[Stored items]

● ● ● ●

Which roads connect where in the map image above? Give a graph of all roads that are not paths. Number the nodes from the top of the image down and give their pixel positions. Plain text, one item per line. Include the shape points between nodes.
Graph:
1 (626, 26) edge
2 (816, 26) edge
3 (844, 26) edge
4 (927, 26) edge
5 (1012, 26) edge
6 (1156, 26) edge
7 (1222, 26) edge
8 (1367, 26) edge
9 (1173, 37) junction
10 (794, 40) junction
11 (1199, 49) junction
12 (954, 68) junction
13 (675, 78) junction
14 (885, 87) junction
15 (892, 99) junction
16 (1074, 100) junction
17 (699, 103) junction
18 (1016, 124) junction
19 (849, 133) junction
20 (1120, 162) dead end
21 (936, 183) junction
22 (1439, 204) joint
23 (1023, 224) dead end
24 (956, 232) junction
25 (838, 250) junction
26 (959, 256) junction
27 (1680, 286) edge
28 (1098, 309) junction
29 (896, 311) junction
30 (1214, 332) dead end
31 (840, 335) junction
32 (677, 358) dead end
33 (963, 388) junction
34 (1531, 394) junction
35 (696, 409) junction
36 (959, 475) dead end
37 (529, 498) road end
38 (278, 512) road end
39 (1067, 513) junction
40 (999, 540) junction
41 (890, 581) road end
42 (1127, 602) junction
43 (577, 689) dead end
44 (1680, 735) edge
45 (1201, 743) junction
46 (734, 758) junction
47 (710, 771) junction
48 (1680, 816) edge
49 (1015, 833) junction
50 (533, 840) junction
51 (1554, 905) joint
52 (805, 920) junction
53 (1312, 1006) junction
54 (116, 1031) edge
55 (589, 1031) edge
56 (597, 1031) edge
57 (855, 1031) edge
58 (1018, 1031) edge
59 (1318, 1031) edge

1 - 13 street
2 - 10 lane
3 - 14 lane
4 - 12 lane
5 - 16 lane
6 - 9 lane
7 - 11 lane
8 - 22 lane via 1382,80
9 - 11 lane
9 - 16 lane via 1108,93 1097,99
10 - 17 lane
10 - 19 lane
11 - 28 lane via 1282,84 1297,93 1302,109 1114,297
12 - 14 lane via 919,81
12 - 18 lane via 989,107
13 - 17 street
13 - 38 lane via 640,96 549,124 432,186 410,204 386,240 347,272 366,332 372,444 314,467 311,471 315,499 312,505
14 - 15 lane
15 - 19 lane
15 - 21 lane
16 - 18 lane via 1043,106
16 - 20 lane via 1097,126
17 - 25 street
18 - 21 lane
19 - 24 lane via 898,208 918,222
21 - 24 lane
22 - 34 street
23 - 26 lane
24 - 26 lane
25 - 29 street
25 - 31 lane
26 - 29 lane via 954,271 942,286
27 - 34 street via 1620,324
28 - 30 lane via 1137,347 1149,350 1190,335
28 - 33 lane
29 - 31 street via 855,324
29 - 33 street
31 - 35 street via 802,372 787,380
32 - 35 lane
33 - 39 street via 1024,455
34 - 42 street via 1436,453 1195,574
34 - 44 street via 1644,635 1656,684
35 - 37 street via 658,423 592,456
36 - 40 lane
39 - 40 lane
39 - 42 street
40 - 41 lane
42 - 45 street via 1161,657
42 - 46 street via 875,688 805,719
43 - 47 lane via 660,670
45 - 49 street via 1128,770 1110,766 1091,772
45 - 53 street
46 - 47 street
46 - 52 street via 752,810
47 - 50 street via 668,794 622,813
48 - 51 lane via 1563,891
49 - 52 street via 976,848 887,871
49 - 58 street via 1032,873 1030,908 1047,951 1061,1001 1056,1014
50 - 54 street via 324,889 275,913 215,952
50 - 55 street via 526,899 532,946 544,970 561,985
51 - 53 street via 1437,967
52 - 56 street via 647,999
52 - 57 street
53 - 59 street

● ● ● ●

-- ACTION ITEM --
Check each line of the entries for the word "dead", then state the count alone.

-- RESULT OF THE EXERCISE --
6